*What the task requires:* Could you repeat the records below exactly, without the pictures?

*Supplied information:*
====

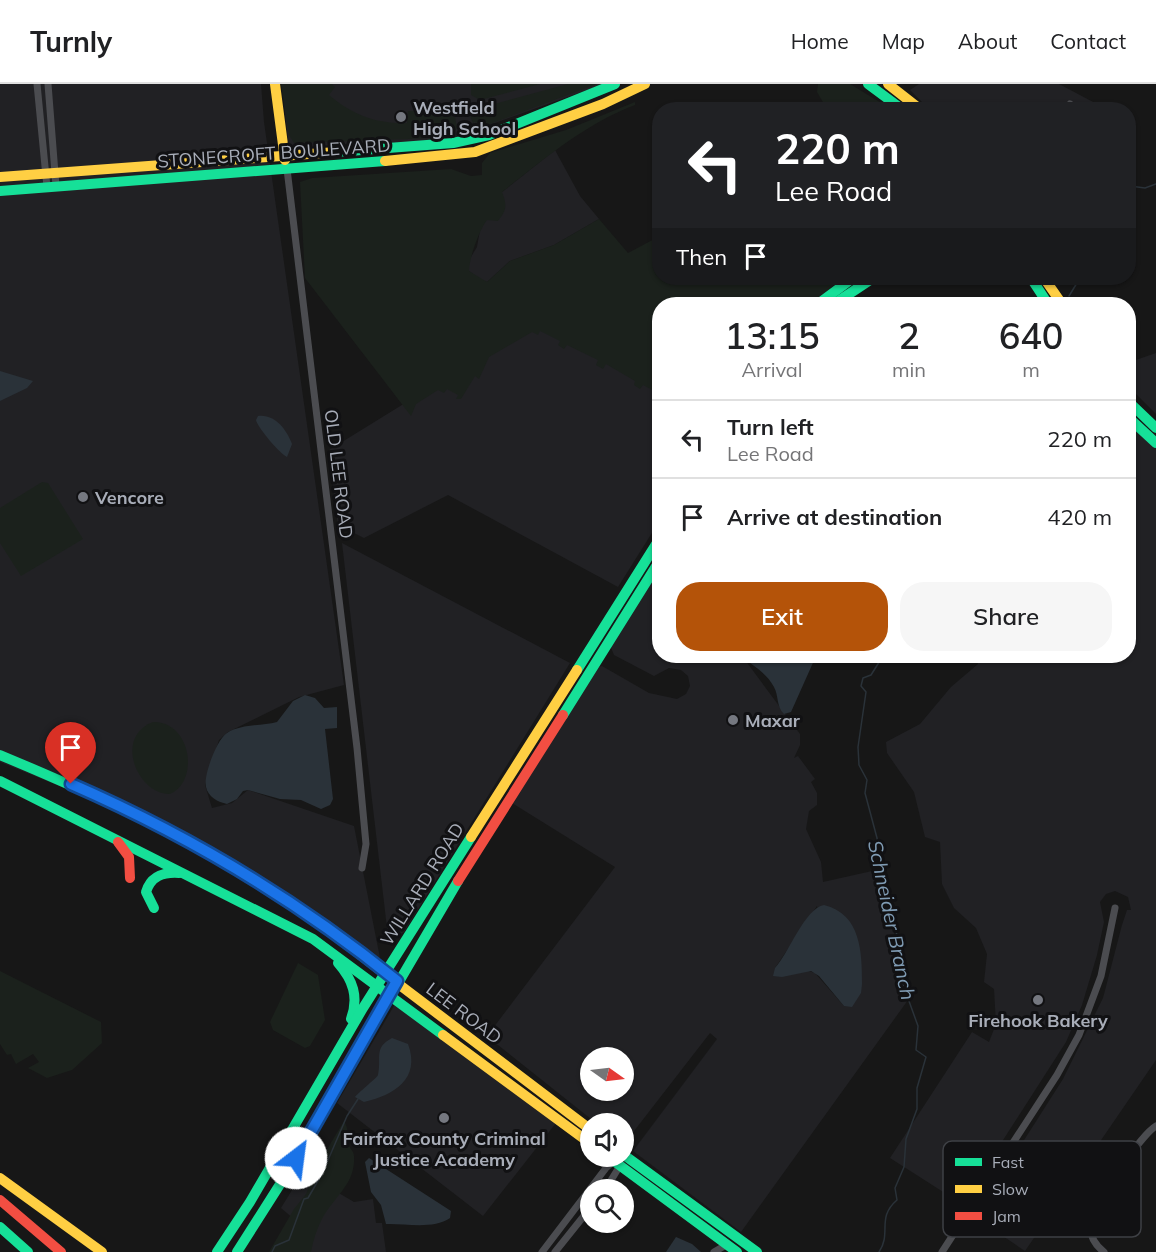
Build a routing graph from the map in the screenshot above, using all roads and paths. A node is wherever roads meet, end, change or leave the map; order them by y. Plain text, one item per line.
1 (37, 84) edge
2 (48, 84) edge
3 (275, 84) edge
4 (615, 84) edge
5 (645, 84) edge
6 (868, 84) edge
7 (888, 84) edge
8 (892, 102) edge
9 (911, 102) edge
10 (284, 155) junction
11 (287, 169) junction
12 (50, 173) junction
13 (0, 177) edge
14 (52, 187) junction
15 (0, 191) edge
16 (844, 285) edge
17 (862, 285) edge
18 (827, 297) edge
19 (844, 297) edge
20 (1136, 409) edge
21 (1136, 425) edge
22 (1156, 428) edge
23 (1156, 443) edge
24 (652, 551) edge
25 (652, 573) edge
26 (0, 755) edge
27 (0, 781) edge
28 (111, 836) junction
29 (362, 868) dead end
30 (185, 873) junction
31 (130, 878) dead end
32 (154, 908) dead end
33 (1115, 908) dead end
34 (304, 933) junction
35 (386, 972) junction
36 (397, 981) junction
37 (377, 986) junction
38 (390, 994) junction
39 (335, 1053) junction
40 (580, 1122) edge
41 (1156, 1126) edge
42 (580, 1136) edge
43 (1014, 1141) edge
44 (1139, 1141) edge
45 (611, 1167) edge
46 (628, 1167) edge
47 (630, 1167) edge
48 (0, 1178) edge
49 (0, 1200) edge
50 (580, 1221) edge
51 (0, 1227) edge
52 (952, 1237) edge
53 (1094, 1237) edge
54 (725, 1248) edge
55 (28, 1252) edge
56 (61, 1252) edge
57 (102, 1252) edge
58 (217, 1252) edge
59 (237, 1252) edge
60 (542, 1252) edge
61 (555, 1252) edge
62 (714, 1252) edge
63 (737, 1252) edge
64 (757, 1252) edge
65 (942, 1252) edge
66 (1104, 1252) edge

1 - 12 street
2 - 12 street
3 - 10 main road, OLD LEE ROAD
4 - 10 main road, STONECROFT BOULEVARD
5 - 11 main road, STONECROFT BOULEVARD
6 - 8 main road
7 - 9 main road
10 - 11 main road, OLD LEE ROAD
10 - 12 main road, STONECROFT BOULEVARD
11 - 14 main road, STONECROFT BOULEVARD
11 - 29 street, OLD LEE ROAD
12 - 13 main road, STONECROFT BOULEVARD
12 - 14 street
14 - 15 main road, STONECROFT BOULEVARD
16 - 18 main road
17 - 19 main road
20 - 22 main road
21 - 23 main road
24 - 35 main road, WILLARD ROAD
25 - 36 main road, WILLARD ROAD
26 - 35 main road, LEE ROAD
27 - 28 main road, LEE ROAD
28 - 30 main road, LEE ROAD
28 - 31 main road
30 - 32 main road
30 - 34 main road, LEE ROAD
33 - 43 street
34 - 37 main road, LEE ROAD
34 - 39 main road
35 - 36 main road, LEE ROAD
35 - 37 main road, WILLARD ROAD
36 - 38 main road, WILLARD ROAD
36 - 40 main road, LEE ROAD
37 - 38 main road, LEE ROAD
37 - 39 main road, WILLARD ROAD
38 - 42 main road, LEE ROAD
38 - 59 main road, WILLARD ROAD
39 - 58 main road, WILLARD ROAD
41 - 44 street
45 - 60 street
46 - 54 main road
47 - 64 main road
48 - 57 main road
49 - 56 main road
50 - 61 street
51 - 55 main road
52 - 65 street
53 - 66 street
54 - 62 street
54 - 63 main road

====

*Expected output:*
Build a routing graph from the map in the screenshot above, using all roads and paths. A node is wherever roads meet, end, change or leave the map; order them by y. Plain text, one item per line.
1 (37, 84) edge
2 (48, 84) edge
3 (275, 84) edge
4 (615, 84) edge
5 (645, 84) edge
6 (868, 84) edge
7 (888, 84) edge
8 (892, 102) edge
9 (911, 102) edge
10 (284, 155) junction
11 (287, 169) junction
12 (50, 173) junction
13 (0, 177) edge
14 (52, 187) junction
15 (0, 191) edge
16 (844, 285) edge
17 (862, 285) edge
18 (827, 297) edge
19 (844, 297) edge
20 (1136, 409) edge
21 (1136, 425) edge
22 (1156, 428) edge
23 (1156, 443) edge
24 (652, 551) edge
25 (652, 573) edge
26 (0, 755) edge
27 (0, 781) edge
28 (111, 836) junction
29 (362, 868) dead end
30 (185, 873) junction
31 (130, 878) dead end
32 (154, 908) dead end
33 (1115, 908) dead end
34 (304, 933) junction
35 (386, 972) junction
36 (397, 981) junction
37 (377, 986) junction
38 (390, 994) junction
39 (335, 1053) junction
40 (580, 1122) edge
41 (1156, 1126) edge
42 (580, 1136) edge
43 (1014, 1141) edge
44 (1139, 1141) edge
45 (611, 1167) edge
46 (628, 1167) edge
47 (630, 1167) edge
48 (0, 1178) edge
49 (0, 1200) edge
50 (580, 1221) edge
51 (0, 1227) edge
52 (952, 1237) edge
53 (1094, 1237) edge
54 (725, 1248) edge
55 (28, 1252) edge
56 (61, 1252) edge
57 (102, 1252) edge
58 (217, 1252) edge
59 (237, 1252) edge
60 (542, 1252) edge
61 (555, 1252) edge
62 (714, 1252) edge
63 (737, 1252) edge
64 (757, 1252) edge
65 (942, 1252) edge
66 (1104, 1252) edge

1 - 12 street
2 - 12 street
3 - 10 main road, OLD LEE ROAD
4 - 10 main road, STONECROFT BOULEVARD
5 - 11 main road, STONECROFT BOULEVARD
6 - 8 main road
7 - 9 main road
10 - 11 main road, OLD LEE ROAD
10 - 12 main road, STONECROFT BOULEVARD
11 - 14 main road, STONECROFT BOULEVARD
11 - 29 street, OLD LEE ROAD
12 - 13 main road, STONECROFT BOULEVARD
12 - 14 street
14 - 15 main road, STONECROFT BOULEVARD
16 - 18 main road
17 - 19 main road
20 - 22 main road
21 - 23 main road
24 - 35 main road, WILLARD ROAD
25 - 36 main road, WILLARD ROAD
26 - 35 main road, LEE ROAD
27 - 28 main road, LEE ROAD
28 - 30 main road, LEE ROAD
28 - 31 main road
30 - 32 main road
30 - 34 main road, LEE ROAD
33 - 43 street
34 - 37 main road, LEE ROAD
34 - 39 main road
35 - 36 main road, LEE ROAD
35 - 37 main road, WILLARD ROAD
36 - 38 main road, WILLARD ROAD
36 - 40 main road, LEE ROAD
37 - 38 main road, LEE ROAD
37 - 39 main road, WILLARD ROAD
38 - 42 main road, LEE ROAD
38 - 59 main road, WILLARD ROAD
39 - 58 main road, WILLARD ROAD
41 - 44 street
45 - 60 street
46 - 54 main road
47 - 64 main road
48 - 57 main road
49 - 56 main road
50 - 61 street
51 - 55 main road
52 - 65 street
53 - 66 street
54 - 62 street
54 - 63 main road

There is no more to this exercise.